Many will find this surprising for, on paper at least, Qatar is also supposed to be a close ally of the Western powers, many of whom, particularly in Europe, rely heavily on the Emirate for their energy supplies. It was only three years ago, remember, that Qatar’s armed forces fought side-by-side with Nato in the military campaign to overthrow the Libyan dictator Colonel Muammar Gaddafi.
And yet now the Qataris find themselves backing violent Islamist groups in northern Iraq whose murderous assault on the country’s Yazidi and Christian communities has forced the Obama administration to re-intervene militarily in Iraq in order to avoid further bloodshed. Qatar’s financial backing for Hamas, meanwhile, has enabled Palestinian militants to construct the elaborate tunnel network that precipitated the latest round of hostilities with Israel.

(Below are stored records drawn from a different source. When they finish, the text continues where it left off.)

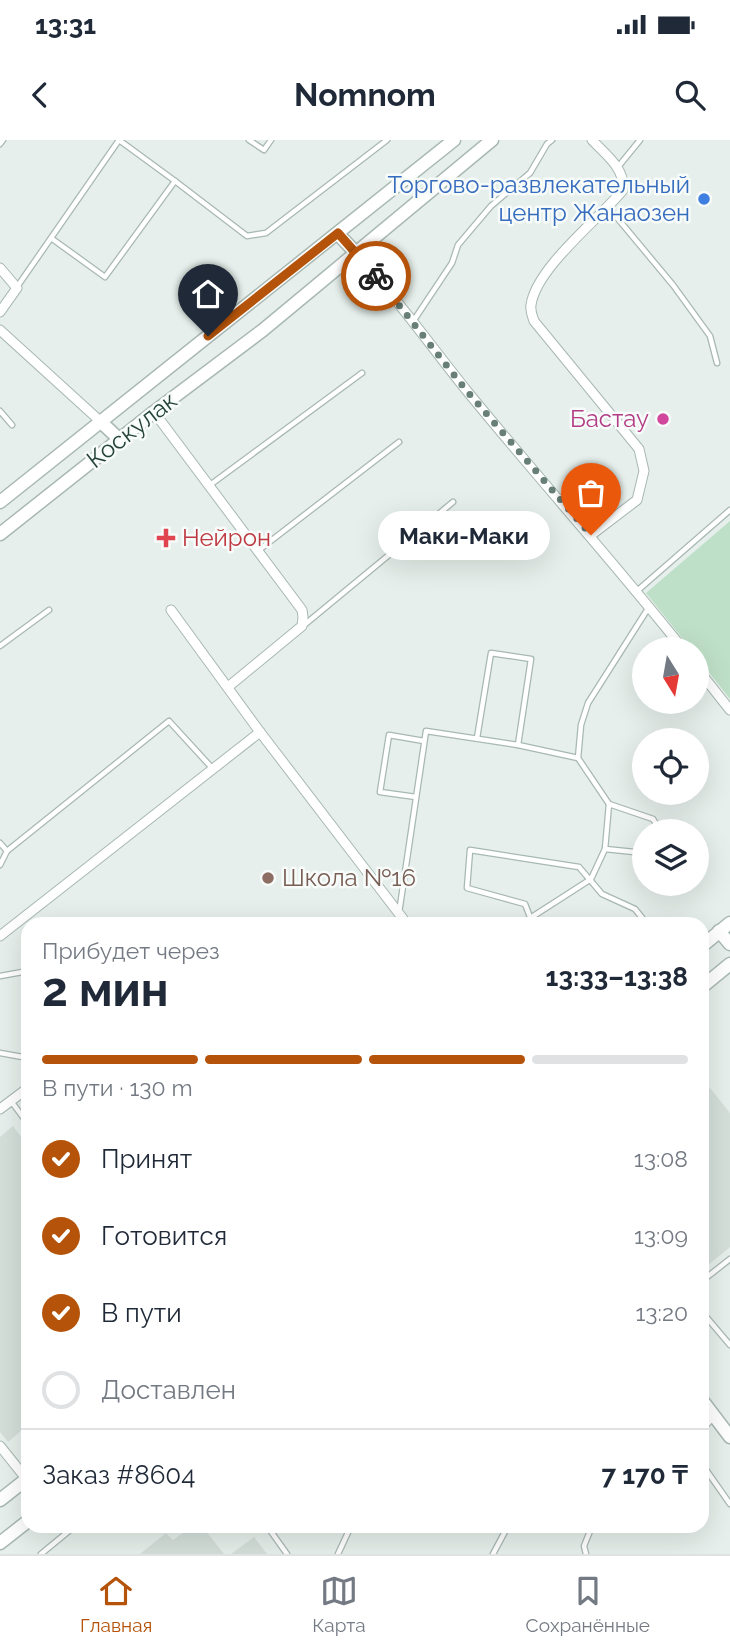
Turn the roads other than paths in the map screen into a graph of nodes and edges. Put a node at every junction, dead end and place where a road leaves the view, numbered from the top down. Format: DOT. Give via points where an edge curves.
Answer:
graph roads {
  1 [pos="3,140"];
  2 [pos="249,140"];
  3 [pos="271,140"];
  4 [pos="387,140"];
  5 [pos="454,140"];
  6 [pos="492,140"];
  7 [pos="552,140"];
  8 [pos="592,140"];
  9 [pos="640,140"];
  10 [pos="0,144"];
  11 [pos="618,167"];
  12 [pos="175,181"];
  13 [pos="609,208"];
  14 [pos="338,233"];
  15 [pos="51,239"];
  16 [pos="356,253"];
  17 [pos="0,268"];
  18 [pos="17,288"];
  19 [pos="0,312"];
  20 [pos="414,321"];
  21 [pos="0,330"];
  22 [pos="717,363"];
  23 [pos="362,373"];
  24 [pos="0,411"];
  25 [pos="154,412"];
  26 [pos="100,421"];
  27 [pos="12,425"];
  28 [pos="120,440"];
  29 [pos="399,442"];
  30 [pos="210,485"];
  31 [pos="0,502"];
  32 [pos="453,502"];
  33 [pos="730,510"];
  34 [pos="0,534"];
  35 [pos="591,535"];
  36 [pos="259,550"];
  37 [pos="637,591"];
  38 [pos="649,606"];
  39 [pos="49,610"];
  40 [pos="171,610"];
  41 [pos="302,626"];
  42 [pos="674,637"];
  43 [pos="0,646"];
  44 [pos="709,683"];
  45 [pos="228,687"];
  46 [pos="730,710"];
  47 [pos="260,732"];
  48 [pos="477,738"];
  49 [pos="424,741"];
  50 [pos="518,745"];
  51 [pos="578,758"];
  52 [pos="214,769"];
  53 [pos="416,797"];
  54 [pos="609,804"];
  55 [pos="653,819"];
  56 [pos="0,843"];
  57 [pos="606,849"];
  58 [pos="7,851"];
  59 [pos="632,852"];
  60 [pos="0,865"];
  61 [pos="590,879"];
  62 [pos="399,914"];
  63 [pos="24,917"];
  64 [pos="401,917"];
  65 [pos="530,917"];
  66 [pos="641,917"];
  67 [pos="21,920"];
  68 [pos="730,923"];
  69 [pos="719,931"];
  70 [pos="0,936"];
  71 [pos="709,940"];
  72 [pos="730,944"];
  73 [pos="730,964"];
  74 [pos="21,972"];
  75 [pos="0,976"];
  76 [pos="709,981"];
  77 [pos="0,1054"];
  78 [pos="21,1057"];
  79 [pos="21,1093"];
  80 [pos="11,1101"];
  81 [pos="0,1109"];
  82 [pos="21,1115"];
  83 [pos="730,1259"];
  84 [pos="709,1276"];
  85 [pos="709,1320"];
  86 [pos="730,1346"];
  87 [pos="709,1409"];
  88 [pos="715,1417"];
  89 [pos="709,1423"];
  90 [pos="730,1437"];
  91 [pos="0,1446"];
  92 [pos="21,1472"];
  93 [pos="709,1474"];
  94 [pos="21,1484"];
  95 [pos="0,1500"];
  96 [pos="730,1504"];
  97 [pos="21,1526"];
  98 [pos="66,1533"];
  99 [pos="272,1533"];
  100 [pos="348,1533"];
  101 [pos="504,1533"];
  102 [pos="589,1533"];
  103 [pos="0,1543"];
  104 [pos="41,1554"];
  105 [pos="287,1554"];
  106 [pos="338,1554"];
  107 [pos="493,1554"];
  108 [pos="586,1554"];
  1 -- 10 [label="lane"];
  2 -- 3 [label="lane" via="264,150"];
  4 -- 12 [label="lane" via="266,233 247,236"];
  5 -- 14 [label="street, Коскулак"];
  6 -- 16 [label="street, Коскулак"];
  7 -- 20 [label="lane" via="530,173 491,206 458,245 452,263"];
  8 -- 11 [label="street"];
  9 -- 11 [label="lane"];
  11 -- 13 [label="street" via="623,190"];
  12 -- 15 [label="lane" via="105,277"];
  12 -- 15 [label="lane" via="119,140"];
  13 -- 22 [label="lane" via="710,336"];
  13 -- 35 [label="street" via="562,253 533,296 530,309 534,321 639,449 644,471 637,500"];
  14 -- 16 [label="street"];
  14 -- 26 [label="street, Коскулак"];
  15 -- 18 [label="lane"];
  16 -- 20 [label="street"];
  16 -- 25 [label="street, Коскулак"];
  17 -- 18 [label="street"];
  18 -- 19 [label="street"];
  20 -- 35 [label="street" via="466,390"];
  21 -- 26 [label="street"];
  23 -- 30 [label="lane"];
  24 -- 27 [label="lane"];
  25 -- 28 [label="street, Коскулак"];
  25 -- 30 [label="street"];
  26 -- 28 [label="street"];
  26 -- 31 [label="street, Коскулак"];
  28 -- 34 [label="street, Коскулак"];
  29 -- 36 [label="lane"];
  30 -- 36 [label="street"];
  32 -- 41 [label="lane"];
  33 -- 37 [label="lane"];
  35 -- 37 [label="street"];
  36 -- 41 [label="street" via="302,610"];
  37 -- 38 [label="street"];
  38 -- 42 [label="street"];
  38 -- 51 [label="lane" via="588,703"];
  39 -- 43 [label="lane"];
  40 -- 45 [label="street"];
  41 -- 45 [label="street"];
  44 -- 46 [label="street"];
  45 -- 47 [label="street"];
  47 -- 52 [label="street"];
  47 -- 62 [label="street"];
  48 -- 49 [label="lane" via="426,731"];
  48 -- 50 [label="lane"];
  48 -- 50 [label="lane" via="491,653 531,659"];
  49 -- 53 [label="lane"];
  49 -- 53 [label="lane" via="388,735 383,769 380,792"];
  50 -- 51 [label="lane"];
  51 -- 54 [label="lane"];
  52 -- 58 [label="lane" via="169,721"];
  52 -- 63 [label="street"];
  53 -- 62 [label="lane"];
  54 -- 55 [label="lane"];
  54 -- 57 [label="lane"];
  56 -- 58 [label="lane"];
  57 -- 59 [label="lane"];
  57 -- 61 [label="lane"];
  58 -- 60 [label="lane"];
  61 -- 65 [label="lane"];
  61 -- 65 [label="lane" via="579,867 470,850 467,888 525,904"];
  61 -- 66 [label="lane" via="602,894 635,909"];
  62 -- 64 [label="street"];
  67 -- 70 [label="street"];
  68 -- 69 [label="street"];
  69 -- 71 [label="street"];
  69 -- 72 [label="street"];
  73 -- 76 [label="street"];
  74 -- 75 [label="lane"];
  77 -- 78 [label="lane"];
  79 -- 80 [label="street"];
  80 -- 81 [label="street"];
  80 -- 82 [label="lane"];
  83 -- 84 [label="lane"];
  85 -- 86 [label="lane"];
  87 -- 88 [label="street"];
  88 -- 89 [label="lane"];
  88 -- 90 [label="street"];
  91 -- 92 [label="street"];
  93 -- 96 [label="lane"];
  94 -- 95 [label="street"];
  97 -- 103 [label="street"];
  98 -- 104 [label="lane"];
  99 -- 105 [label="lane"];
  100 -- 106 [label="lane"];
  101 -- 107 [label="lane"];
  102 -- 108 [label="lane"];
}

All of which must put Qatar’s youthful new Emir, Sheikh Tamim bin Hamad al-Thani, in something of a quandary. For when the Sandhurst-trained Sheikh Tamim replaced his father as the Emirate’s new ruler in June last year, there was a widespread expectation, both in the Gulf and the rest of the world, that the 34-year-old Emir would undertake a more constructive approach to Doha’s dealings with the outside world.
During the two decades of rule by Sheikh Tamim’s father, Sheikh Hamad bin Khalifa al-Thani, the Qataris acquired something of a reputation as regional troublemakers, not least because of the activities of Qatar’s flagship broadcaster, al-Jazeera.
The Arabic television station was initially founded as a vehicle to antagonise Saudi Arabia’s conservative rulers, but quickly developed into an entity that provoked the ire of the West as well, especially when it appeared to side with Islamist terror groups, such as al-Qaeda and the Taliban.
Sheikh Hamad shrewdly calculated that, despite its provocative conduct, Qatar could avoid a more serious breach with the West for two key reasons: its vast energy reserves, and the importance of its strategic location for the US military, both as a staging post for operations in Afghanistan and monitoring the activities of the Iran’s ayatollahs on the other side of the Gulf. Indeed Qatar’s successful courtship of the West while at the same time supporting militant Islamist groups resulted in the Emirate making a successful bid to stage the 2022 World Cup.
But to judge by recent events in the region, any hope that Sheikh Tamim’s accession last year would result in Qatar pursuing a less problematic foreign policy has proved stillborn. It is true that, as soon as he took office, Sheikh Tamim pledged to undertake a number of long overdue political reforms that would help to empower Qatar’s youthful population.
More recently, the Emir has sought to strengthen Qatar’s longstanding relationship with Washington by signing a $11 billion arms package, whereby the US will supply the Gulf state with a range of equipment including Patriot missiles, Apache helicopters and anti-tank missiles. In return Qatar will continue to allow the US access to the giant al-Udeid air base.
Apart from helping to support air operations over Afghanistan, al-Udeid is also used by the US Air Force to patrol other parts of the Middle East, including Iraq. And after President Barack Obama authorised American air strikes against Islamist militants terrorising large swathes of northern Iraq, the irony will not have been lost on American military planners that the sudden emergence of ISIS terrorists as a formidable fighting force owes a great deal to the financial support the movement has received from Qatar.
Indeed, Qatar’s support for a wide array of Islamist groups throughout the region means that it is unlikely that Sheikh Tamim will be able to maintain his dangerous balancing act for much longer. For if Qatar truly wants to be a valued ally of the West, then how can it justify its continued support for Islamist extremists in Libya, Egypt, Syria, Gaza and Iraq, to name but a few?
Sheikh Tamim might argue that, with many of the conflicts in the region being defined by the deepening hostility between Sunni and Shia Islam, his support for Sunni groups fighting those that enjoy the backing of Iraq is vital for protecting Western interests in the region. But that argument now has a hollow tone given that, thanks to the new Emir’s policies, Western warplanes have once again been forced into action to curb the barbarity of Qatari-backed Islamist insurgents.